Self-induced vomiting and bulimia nervosa: an undetected problem.Br Med J (Clin Res Ed) 1982; 284 doi: https://doi.org/10.1136/bmj.284.6323.1153 (Published 17 April 1982) Cite this as: Br Med J (Clin Res Ed) 1982;284:1153
- C G Fairburn,
- P J Cooper
Six hundred and twenty women who were currently practising self-induced vomiting to control their weight were identified with the help of a women's magazine. Nineteen women (3.1%) fulfilled diagnostic criteria for anorexia nervosa. Of the remainder, 499 (83.0%) fulfilled diagnostic criteria for bulimia nervosa, a recently described eating disorder.

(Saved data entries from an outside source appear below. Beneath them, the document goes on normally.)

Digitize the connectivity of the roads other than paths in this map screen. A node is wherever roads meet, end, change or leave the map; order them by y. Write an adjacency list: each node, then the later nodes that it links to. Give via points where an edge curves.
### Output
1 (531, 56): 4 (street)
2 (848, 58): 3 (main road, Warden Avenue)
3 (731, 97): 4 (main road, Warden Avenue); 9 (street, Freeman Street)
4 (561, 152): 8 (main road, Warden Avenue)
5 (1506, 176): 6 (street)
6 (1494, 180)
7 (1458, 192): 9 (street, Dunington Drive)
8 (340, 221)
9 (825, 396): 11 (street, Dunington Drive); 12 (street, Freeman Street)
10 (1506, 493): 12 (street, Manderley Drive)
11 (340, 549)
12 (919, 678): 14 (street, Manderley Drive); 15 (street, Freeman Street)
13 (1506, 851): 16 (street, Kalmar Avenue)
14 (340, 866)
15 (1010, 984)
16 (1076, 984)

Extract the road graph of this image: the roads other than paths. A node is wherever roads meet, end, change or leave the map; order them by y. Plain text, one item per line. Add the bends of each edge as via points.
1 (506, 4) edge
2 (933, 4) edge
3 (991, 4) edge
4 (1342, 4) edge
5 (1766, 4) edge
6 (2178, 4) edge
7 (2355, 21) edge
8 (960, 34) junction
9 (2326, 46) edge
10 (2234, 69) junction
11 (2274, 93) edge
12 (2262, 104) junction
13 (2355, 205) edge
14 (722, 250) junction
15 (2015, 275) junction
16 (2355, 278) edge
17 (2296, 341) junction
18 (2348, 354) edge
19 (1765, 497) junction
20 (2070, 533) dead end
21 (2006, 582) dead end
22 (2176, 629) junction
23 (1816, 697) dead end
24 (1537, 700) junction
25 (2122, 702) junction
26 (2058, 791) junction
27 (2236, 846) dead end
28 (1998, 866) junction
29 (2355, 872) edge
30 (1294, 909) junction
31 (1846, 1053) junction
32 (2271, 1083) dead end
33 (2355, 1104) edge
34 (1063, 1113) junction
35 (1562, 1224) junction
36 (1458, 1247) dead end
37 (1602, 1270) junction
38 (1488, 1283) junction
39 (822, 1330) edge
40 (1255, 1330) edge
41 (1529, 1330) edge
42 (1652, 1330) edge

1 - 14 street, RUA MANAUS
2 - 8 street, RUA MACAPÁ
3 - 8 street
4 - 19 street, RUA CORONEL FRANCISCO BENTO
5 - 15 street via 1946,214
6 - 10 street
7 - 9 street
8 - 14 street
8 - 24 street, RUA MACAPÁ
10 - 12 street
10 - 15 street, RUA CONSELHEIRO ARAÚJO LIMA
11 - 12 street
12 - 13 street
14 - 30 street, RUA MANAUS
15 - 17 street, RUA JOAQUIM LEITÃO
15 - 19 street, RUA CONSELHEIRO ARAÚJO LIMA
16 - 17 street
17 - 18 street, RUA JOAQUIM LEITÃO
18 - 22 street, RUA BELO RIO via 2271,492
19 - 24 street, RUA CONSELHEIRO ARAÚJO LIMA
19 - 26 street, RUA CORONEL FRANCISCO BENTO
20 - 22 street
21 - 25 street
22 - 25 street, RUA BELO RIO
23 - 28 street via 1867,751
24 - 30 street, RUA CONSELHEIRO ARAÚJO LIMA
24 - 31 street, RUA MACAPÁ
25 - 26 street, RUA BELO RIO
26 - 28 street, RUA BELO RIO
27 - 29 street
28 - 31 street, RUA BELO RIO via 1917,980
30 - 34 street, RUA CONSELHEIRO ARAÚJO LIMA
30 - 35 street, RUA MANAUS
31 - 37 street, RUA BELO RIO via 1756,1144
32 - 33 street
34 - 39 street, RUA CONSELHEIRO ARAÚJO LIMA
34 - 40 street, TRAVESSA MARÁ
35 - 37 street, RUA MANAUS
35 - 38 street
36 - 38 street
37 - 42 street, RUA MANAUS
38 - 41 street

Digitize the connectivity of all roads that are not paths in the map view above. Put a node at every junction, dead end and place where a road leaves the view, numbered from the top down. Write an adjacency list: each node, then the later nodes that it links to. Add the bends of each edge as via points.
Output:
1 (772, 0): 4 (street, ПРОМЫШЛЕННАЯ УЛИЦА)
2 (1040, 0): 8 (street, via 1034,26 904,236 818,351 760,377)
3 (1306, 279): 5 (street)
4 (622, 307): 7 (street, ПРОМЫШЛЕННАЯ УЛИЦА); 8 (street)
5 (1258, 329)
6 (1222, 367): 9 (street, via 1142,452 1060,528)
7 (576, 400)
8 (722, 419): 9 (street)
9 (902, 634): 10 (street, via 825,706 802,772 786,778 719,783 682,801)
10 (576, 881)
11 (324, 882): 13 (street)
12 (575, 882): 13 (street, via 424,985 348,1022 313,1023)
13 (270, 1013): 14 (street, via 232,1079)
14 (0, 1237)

Of these, 56.1% practised self-induced vomiting at least once daily; the mean duration of vomiting was 4.5 years. Most women were of normal body weight. On standardised measures, 68.1% of women showed pronounced psychiatric morbidity and 89% had profoundly disturbed attitudes to food and eating. 56.4% thought they definitely needed medical help, though only 30.1% had ever discussed any aspect of their eating difficulties with a doctor. This study highlights the secrecy that surrounds bulimia nervosa and suggests that it is an important undetected source of psychiatric morbidity.